Os defensores da Ivermectina, como o Dr. Kory, têm há muito tempo divulgado estudos que alegam demonstrar as vantagens de utilizar o medicamento em pacientes com COVID-19.

Contudo, à medida que o tempo avançou, essas pesquisas foram interrompidas devido a questões éticas e informações imprecisas.

O Dr. Osgood criticou alguns dos estudos sobre Ivermectina e COVID-19 disponíveis, os descrevendo como “mal-sucedidos”, “falsificados” e conduzidos de uma forma que não cumpre os padrões científicos.

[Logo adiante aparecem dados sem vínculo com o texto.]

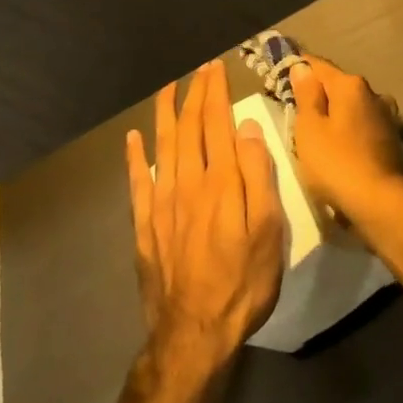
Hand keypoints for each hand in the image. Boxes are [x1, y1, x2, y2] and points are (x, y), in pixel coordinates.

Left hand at [125, 60, 283, 370]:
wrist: (195, 334)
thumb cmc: (244, 281)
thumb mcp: (269, 229)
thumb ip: (258, 174)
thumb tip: (245, 127)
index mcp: (221, 181)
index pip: (216, 123)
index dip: (215, 93)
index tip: (216, 68)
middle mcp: (188, 183)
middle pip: (189, 128)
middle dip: (194, 94)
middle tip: (199, 70)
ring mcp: (162, 204)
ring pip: (163, 146)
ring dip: (165, 114)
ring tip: (167, 88)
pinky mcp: (145, 226)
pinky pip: (138, 182)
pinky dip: (136, 157)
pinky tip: (134, 139)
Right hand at [289, 54, 402, 220]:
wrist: (382, 204)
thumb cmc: (338, 163)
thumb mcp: (310, 129)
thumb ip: (306, 95)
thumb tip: (302, 67)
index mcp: (351, 85)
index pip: (318, 66)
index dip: (298, 67)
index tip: (279, 74)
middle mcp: (373, 94)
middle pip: (337, 86)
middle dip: (316, 94)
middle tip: (292, 109)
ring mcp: (386, 117)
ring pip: (351, 108)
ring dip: (334, 115)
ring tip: (313, 133)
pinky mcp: (391, 140)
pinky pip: (361, 127)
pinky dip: (347, 132)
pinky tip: (337, 148)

“Mashable afirmou que, embora a fraude de pesquisa sempre tenha existido, nunca testemunhou níveis tão alarmantes de má conduta científica relacionados a um medicamento.”

Mesmo aqueles que criticam a Ivermectina na internet também foram influenciados pela desinformação online, devido à intensa polarização do tema. Um estudo questionável que alegava que a Ivermectina diminuía rapidamente a contagem de espermatozoides masculinos se disseminou amplamente online nas últimas semanas, mesmo após ter sido desacreditado.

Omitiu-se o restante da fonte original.